Ahmed Saleh, Hani Hegazi Saleh (Ahmed's nephew) and Ibrahim Abdel-Meguid are his regular helpers. Ahmed takes one third of the honey produced in lieu of wages, as is the custom in the trade, and has trained the two younger men he employs. Wahdan, on the other hand, contributed the initial capital and is responsible for any further disbursements. The scientific aspect of bee raising is his province and he is in the process of writing a book on the subject, leaving to Ahmed and his assistants the task of working the hives.

As we chit-chat about bees, honey, royal jelly and its alleged miraculous properties, I am beginning to hope that we might just keep on sipping tea and skip the pragmatic side of the visit. Wahdan, however, does not see it that way and, having made sure that none of us are wearing strong perfume -- a good thing I did not have the inclination to overdo the Laura Biagiotti at 6.00am -- he distributes protective masks made of metallic mesh, held together by strips of strong fabric, which look rather like slightly squashed space helmets, and drives us to the nearby orchard accompanied by Ahmed, Hani and Ibrahim. They will have to stand in for the archers who usually escorted honey-gatherers in the days of Ramses III, their arrows poised to ward off the bees' stings.

As we prepare to set foot in the orchard, there is some confusion which I don't quite grasp at first. It appears that bees are disturbed by the colour black, and Doreen's daughter, Sarah, has to exchange her dark sweater for the white shirt Wahdan's wife Laila is wearing before donning her mask. Laila will stay behind, she has seen enough bees to last her a lifetime, she says.

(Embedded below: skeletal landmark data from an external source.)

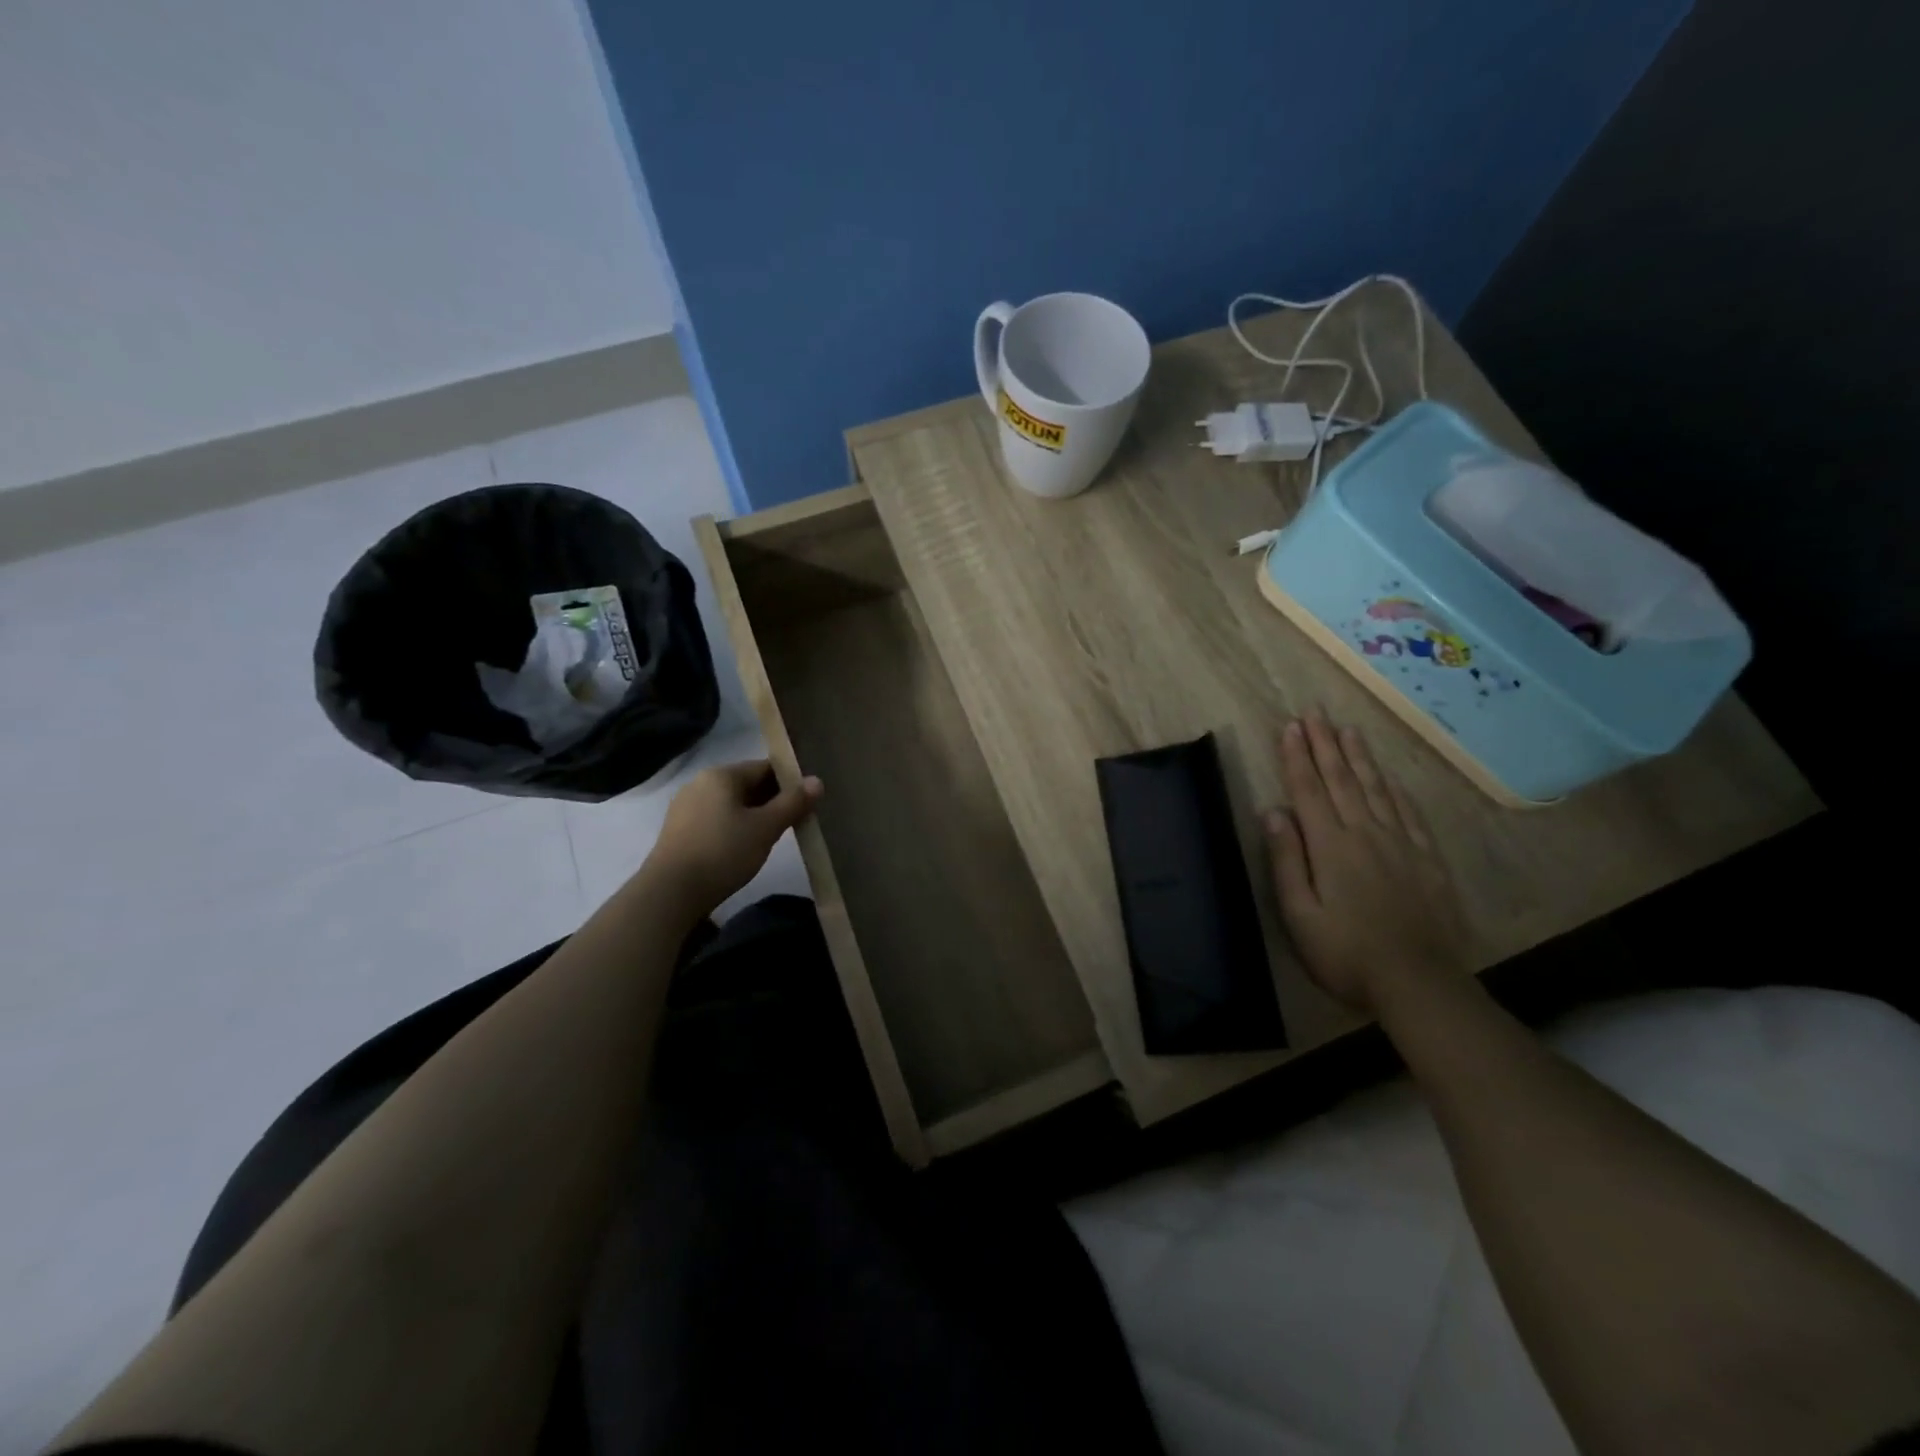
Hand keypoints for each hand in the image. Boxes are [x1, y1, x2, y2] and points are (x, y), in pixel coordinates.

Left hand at [642, 759, 822, 915]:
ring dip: (753, 815)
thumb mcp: (765, 828)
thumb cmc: (723, 852)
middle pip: (747, 784)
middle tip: (795, 821)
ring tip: (772, 837)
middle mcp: (700, 782)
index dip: (790, 782)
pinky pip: (715, 819)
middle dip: (772, 800)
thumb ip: (792, 803)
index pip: (765, 767)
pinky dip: (734, 827)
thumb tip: (817, 781)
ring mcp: (685, 806)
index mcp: (721, 775)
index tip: (807, 801)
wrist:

The men lead the way and I bravely follow. The hive-boxes, large rectangular containers equipped with movable wooden frames, are placed in neat rows under the trees, which have just lost their blossoms and are therefore no longer able to offer the bees their fragrant nourishment. This is why they are being taken tonight to Abu Hommos, where different blooms await them. "From ancient times, migratory beekeeping has also been practised," writes Toussaint-Samat; "the hives are moved with the seasons, sometimes over a great distance. In Scotland, bees were traditionally taken to the moorland heather in summer."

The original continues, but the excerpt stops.